UK police seize child from Deya son’s home

The Standard, Kenya
Dec. 13, 2004
Evelyn Kwamboka and Gitau wa Njenga
www.eastandard.net

ReligionNewsBlog.com • Tuesday December 14, 2004

Controversy continued to haunt Archbishop Gilbert Deya as police in Britain seized a four-year-old baby boy from his son’s home.

Officers attached to the Metropolitan Police’s Child Abuse Investigation Command took the boy, who was found at Amos Deya’s house in Salisbury Road, into care.

A source at New Scotland Yard confirmed the raids and said one child (who cannot be named for legal reasons) was taken into care.

The source said no arrests were made during the raids.

The boy was found on Friday during a raid at five of Gilbert Deya Ministries properties in south London, Birmingham, Manchester and Scotland.

Officers, who were accompanied by social workers, entered the five addresses as part of an investigation into alleged child trafficking between the UK and Kenya.

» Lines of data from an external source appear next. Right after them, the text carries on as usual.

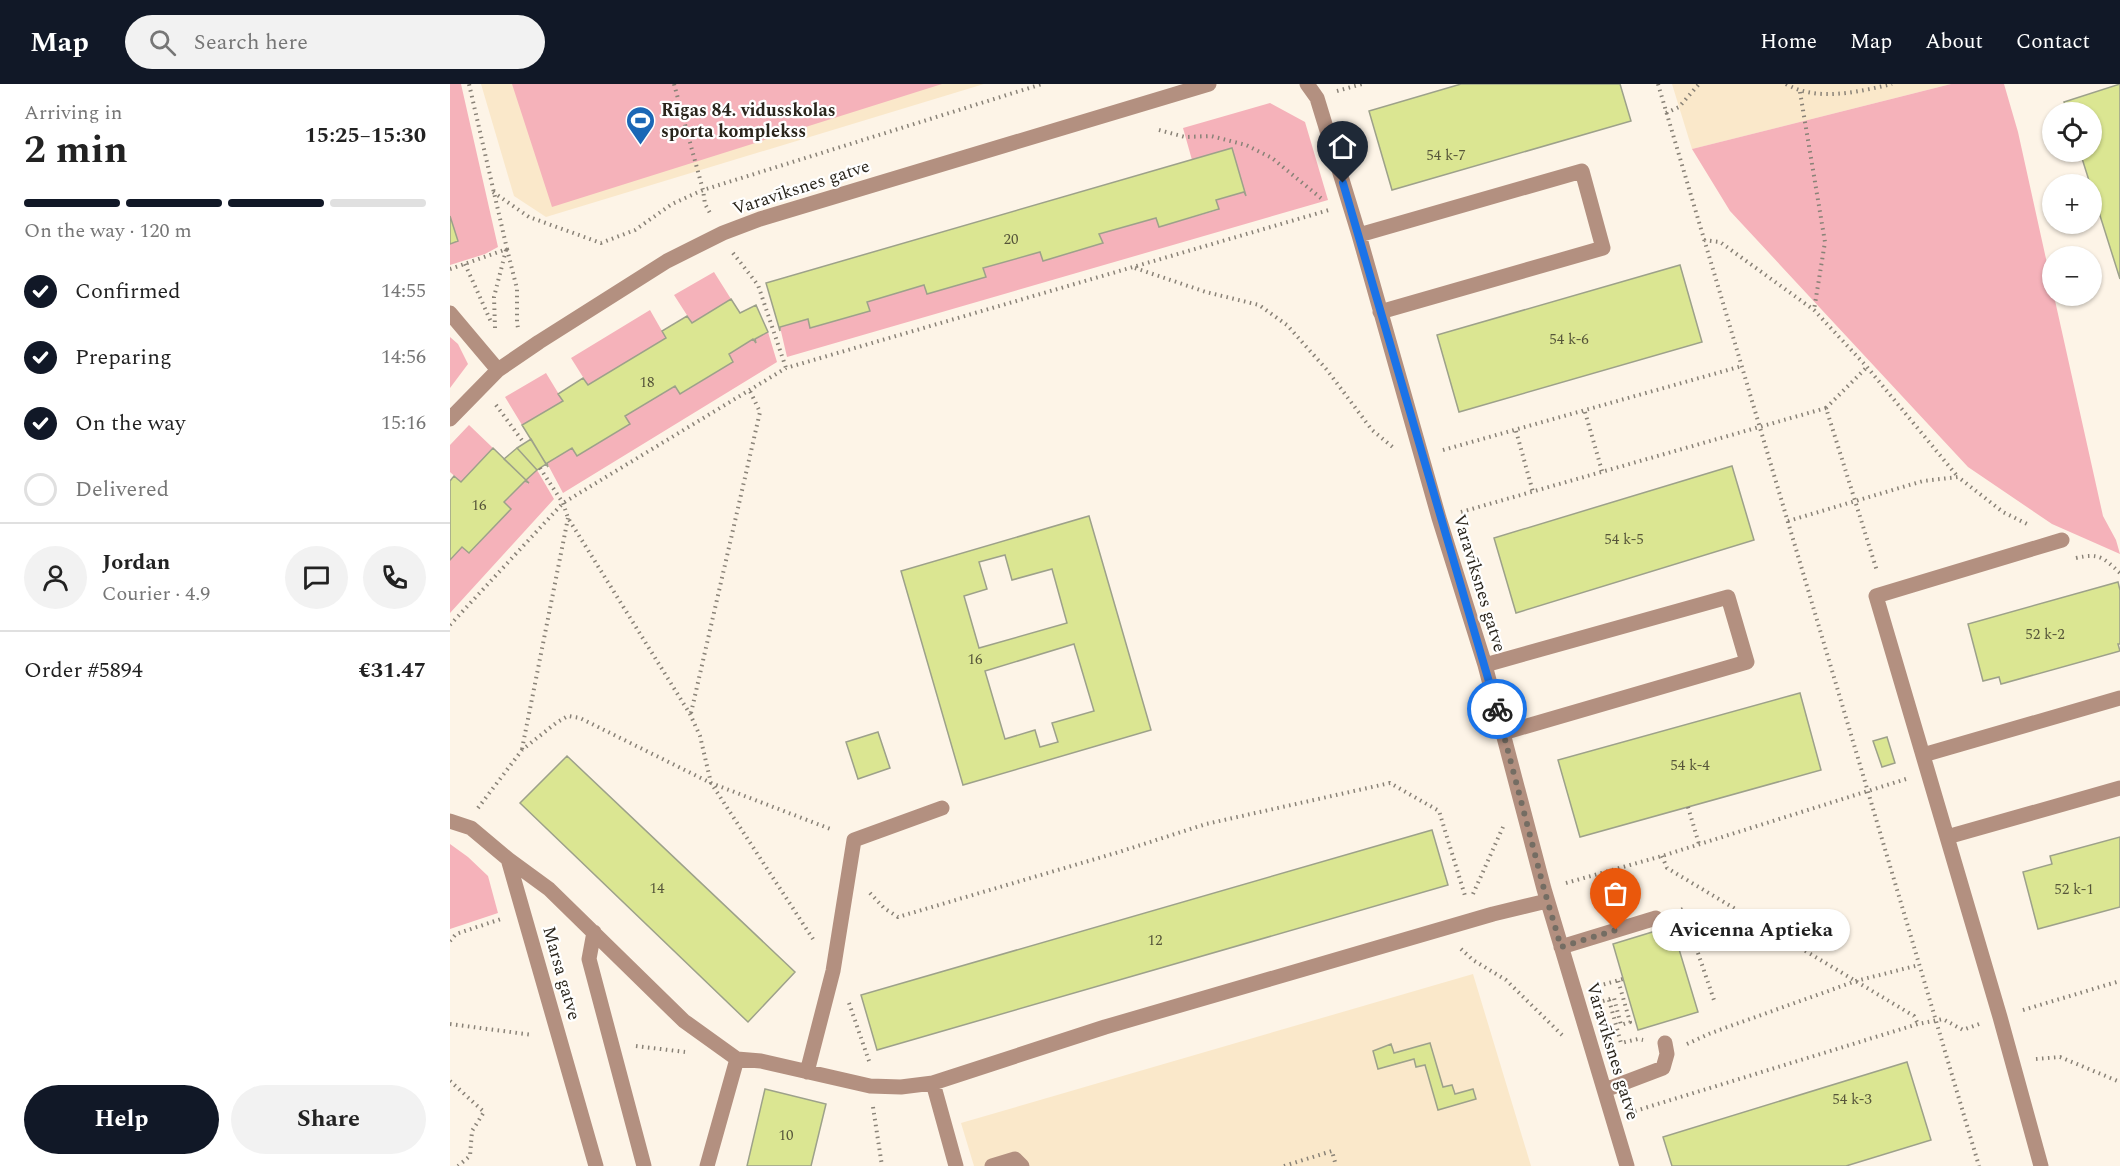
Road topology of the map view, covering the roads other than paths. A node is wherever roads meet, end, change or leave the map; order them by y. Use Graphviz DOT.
graph roads {
  1 [pos="1209,84"];
  2 [pos="1307,84"];
  3 [pos="1359,235"];
  4 [pos="1380,312"];
  5 [pos="450,313"];
  6 [pos="498,370"];
  7 [pos="450,418"];
  8 [pos="2062,540"];
  9 [pos="1485,665"];
  10 [pos="2120,698"];
  11 [pos="1503,733"];
  12 [pos="1923,755"];
  13 [pos="2120,788"];
  14 [pos="942,808"];
  15 [pos="450,821"];
  16 [pos="1947,837"];
  17 [pos="508,859"];
  18 [pos="1546,895"];
  19 [pos="1656,918"];
  20 [pos="594,932"];
  21 [pos="1561,947"];
  22 [pos="1666,1048"];
  23 [pos="737,1059"];
  24 [pos="807,1072"];
  25 [pos="933,1083"];
  26 [pos="1605,1090"];
  27 [pos="596,1166"];
  28 [pos="644,1166"];
  29 [pos="707,1166"];
  30 [pos="956,1166"];
  31 [pos="992,1166"];
  32 [pos="1022,1166"];
  33 [pos="1627,1166"];
  34 [pos="2041,1166"];
  1 -- 6 [label="street, Varavīksnes gatve"];
  2 -- 3 [label="street, Varavīksnes gatve"];
  3 -- 4 [label="street, Varavīksnes gatve"];
  3 -- 4 [label="street"];
  4 -- 9 [label="street, Varavīksnes gatve"];
  5 -- 6 [label="street"];
  6 -- 7 [label="street, Varavīksnes gatve"];
  8 -- 12 [label="street"];
  9 -- 11 [label="street, Varavīksnes gatve"];
  9 -- 11 [label="street"];
  10 -- 12 [label="street"];
  11 -- 18 [label="street, Varavīksnes gatve"];
  12 -- 16 [label="street"];
  13 -- 16 [label="street"];
  14 -- 24 [label="street"];
  15 -- 17 [label="street"];
  16 -- 34 [label="street"];
  17 -- 20 [label="street"];
  17 -- 27 [label="street, Marsa gatve"];
  18 -- 21 [label="street, Varavīksnes gatve"];
  18 -- 25 [label="street"];
  19 -- 21 [label="street"];
  20 -- 23 [label="street"];
  20 -- 28 [label="street"];
  21 -- 26 [label="street, Varavīksnes gatve"];
  22 -- 26 [label="street"];
  23 -- 24 [label="street"];
  23 -- 29 [label="street"];
  24 -- 25 [label="street"];
  25 -- 30 [label="street"];
  26 -- 33 [label="street, Varavīksnes gatve"];
  31 -- 32 [label="street"];
}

“Our primary aim was to ensure the welfare of children situated in those addresses,” said the police source.

He said police and child protection officers from social services and officers decided to take only conducted assessment in all five homes before the child was taken away.

“Metropolitan Police and Kenyan authorities will continue to work together in this complex international child trafficking investigations,” he added.

By yesterday evening, the archbishop and his relatives were still at the West Midlands police station where Amos is being held.

Amos, who was away during the raid, is said to have returned to the house, only to find the baby missing. He is pastor of the Birmingham branch of the church, situated on Cardigan Street in the city centre.

Metropolitan Police and New Scotland Yard (Organised Crime Unit) are heading the international child trafficking investigations, which is coordinated from London and also involves Kenyan police and International Police (Interpol).

A lawyer, Cliff Ombeta, representing Amos’s mother Mary Deya, told The Standard that police in Kenya and Britain were harassing his clients.

“They did not wait for Amos to return to the house and I feel this is harassment being extended to Deya’s children,” he said.

Ombeta said the child belongs to a relative and police in Britain had no reason to take him away.

“They are looking for all grounds to charge Deya. Whatever they will come up with would be selfish,” he added.

Ombeta noted that DNA tests carried out to match that of the babies who were found at Deya’s home and Mr Michael Odera’s did not match that of the claimants.

Police in Nairobi found nine children suspected to have been stolen at Deya’s home in Mountain View Estate and 11 others at Odera’s home in Komorock Estate.

Odera’s wife Eddah claimed to have given birth more than once a year even after reaching menopause.

Meanwhile, a team of police officers will be leaving for Britain soon to convince the court why Deya should be extradited.